One thing I want to do is write more. I am working on several ‘projects’ but at last the Acheru book is finished, and available now for anyone who wants it. It’s called “The Road to Kabembe”, and tells the story of the development of Acheru from the finish of my previous book up to the official opening last October. The book can be ordered directly from us for £10.00 including postage and packing.
Of course my primary responsibility remains Acheru. Having seen it develop into such a well known and effective unit in such a short time, I want to do everything possible to enable it all to continue, and to support the staff who have shown such loyalty and commitment. I’ve been very encouraged by the support received for Acheru despite the recession. I have heard from other organisations in Uganda who referred children to Acheru, and were very impressed with the results.
Acheru has been trying to deal with more children from northern Uganda, but they are full to capacity and the waiting list is growing. We are therefore about to go ahead with further development – build a staff house, put in a second large underground water tank to enable more rainwater to be collected, and build a hostel for patients and relatives – planned as a 12 bed unit with an extra room as future staff accommodation. This will enable Acheru to treat more children from northern Uganda – those who have already been successfully treated and returned to the north are spreading the news of Acheru, resulting in more children being brought to clinics.

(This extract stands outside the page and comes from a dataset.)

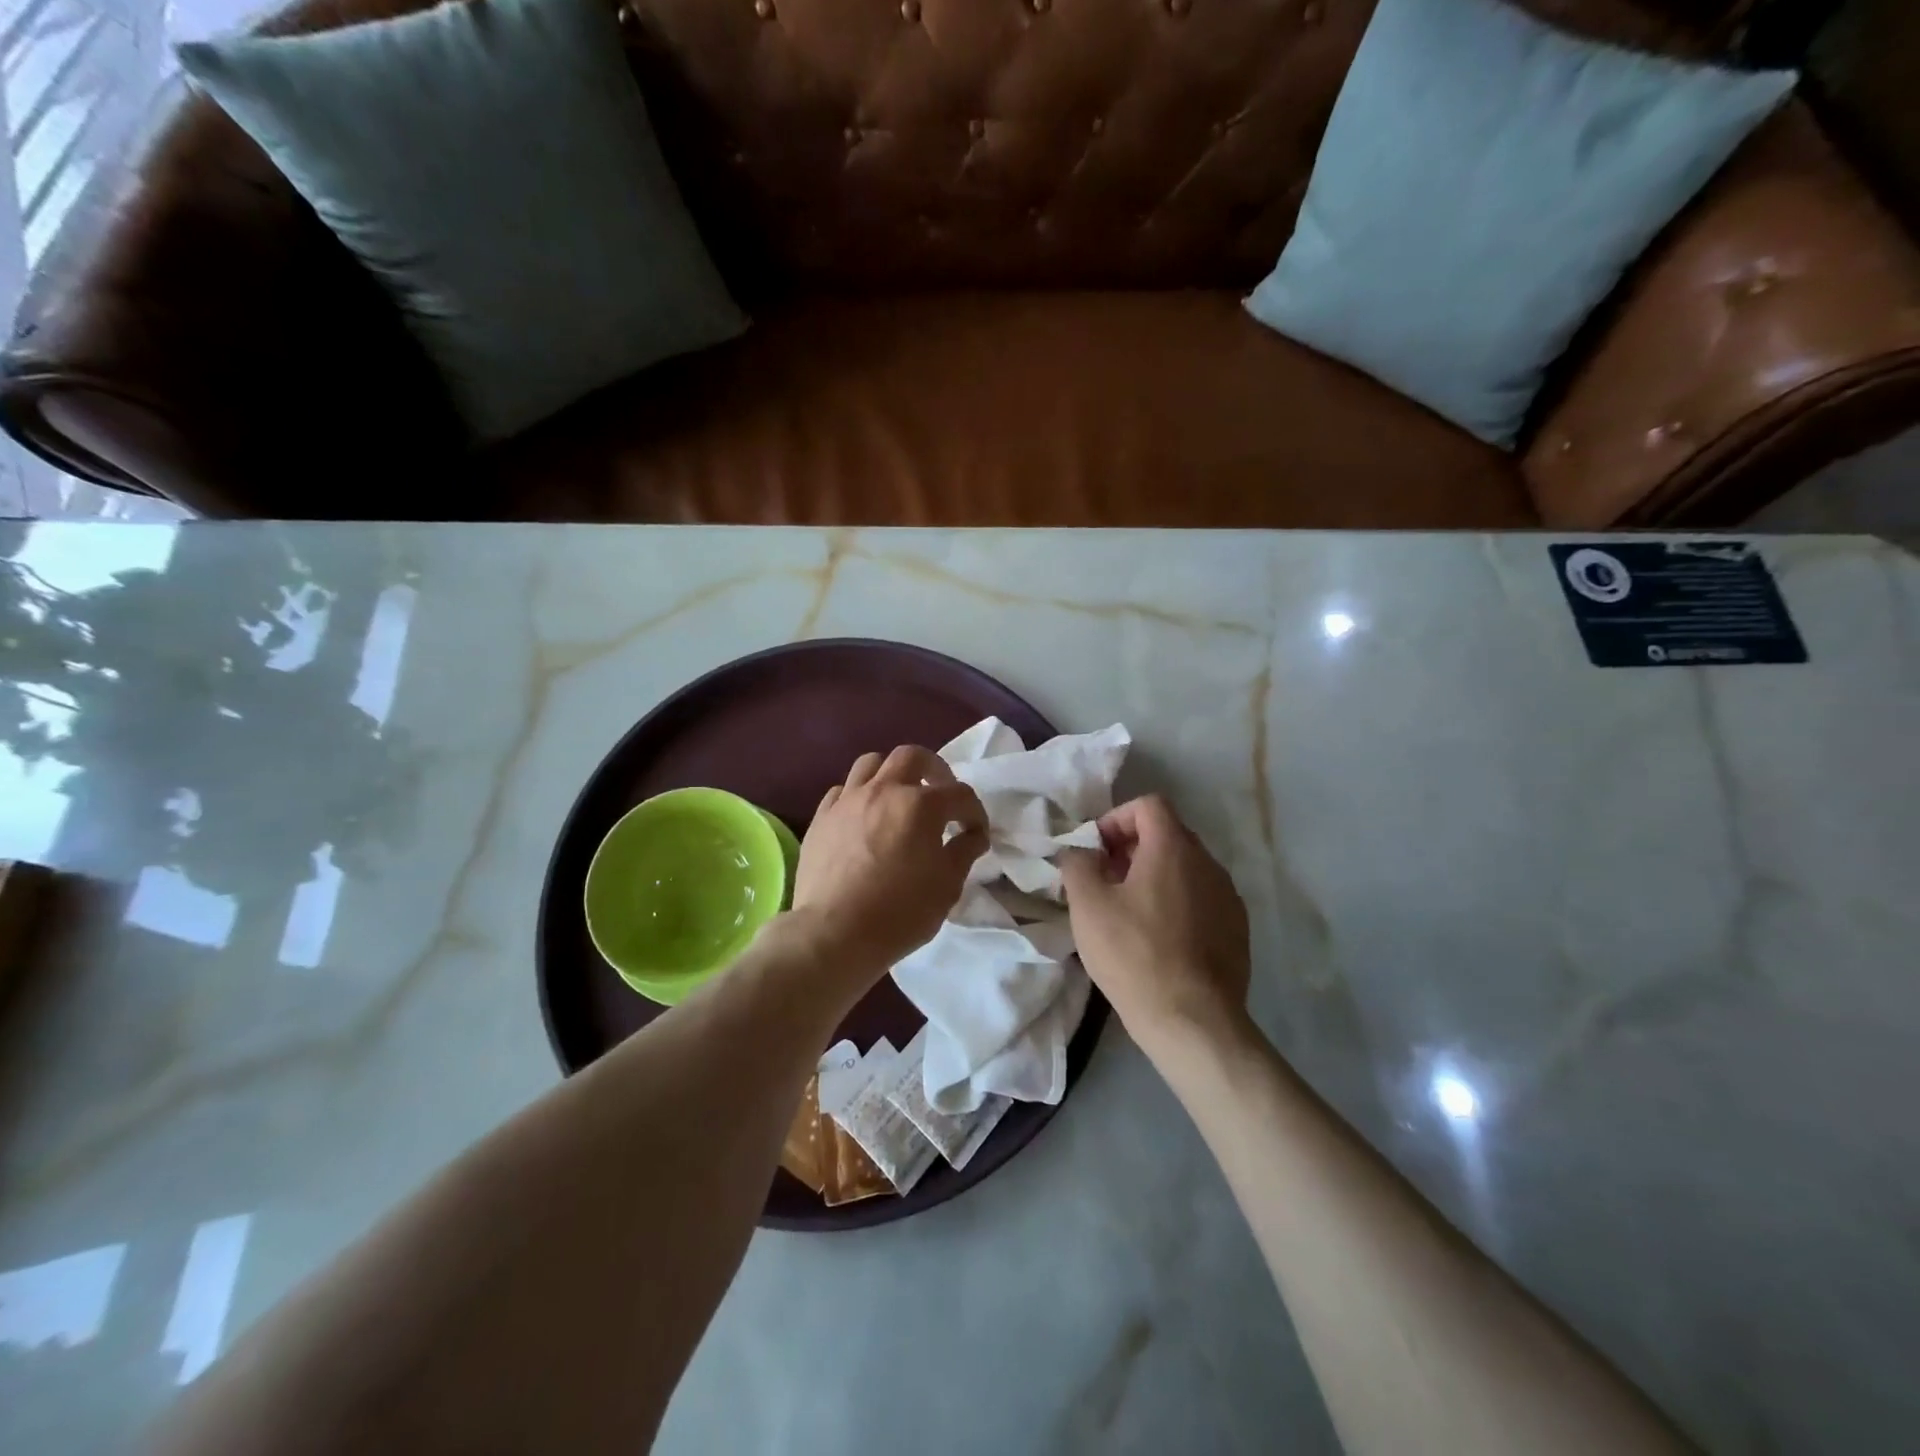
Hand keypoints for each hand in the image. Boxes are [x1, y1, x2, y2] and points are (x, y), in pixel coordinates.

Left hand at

After many delays and technical problems, we have now finished a 30 minute film of Acheru showing something of the work done in the unit, and the official opening. It’s now available on DVD at no charge to anyone who wants it, so please make use of it – this film will tell you much more about Acheru than I can with words.
Thank you to everyone who has helped develop this very effective ministry to suffering children; please read the book and watch the film, which I think will encourage you.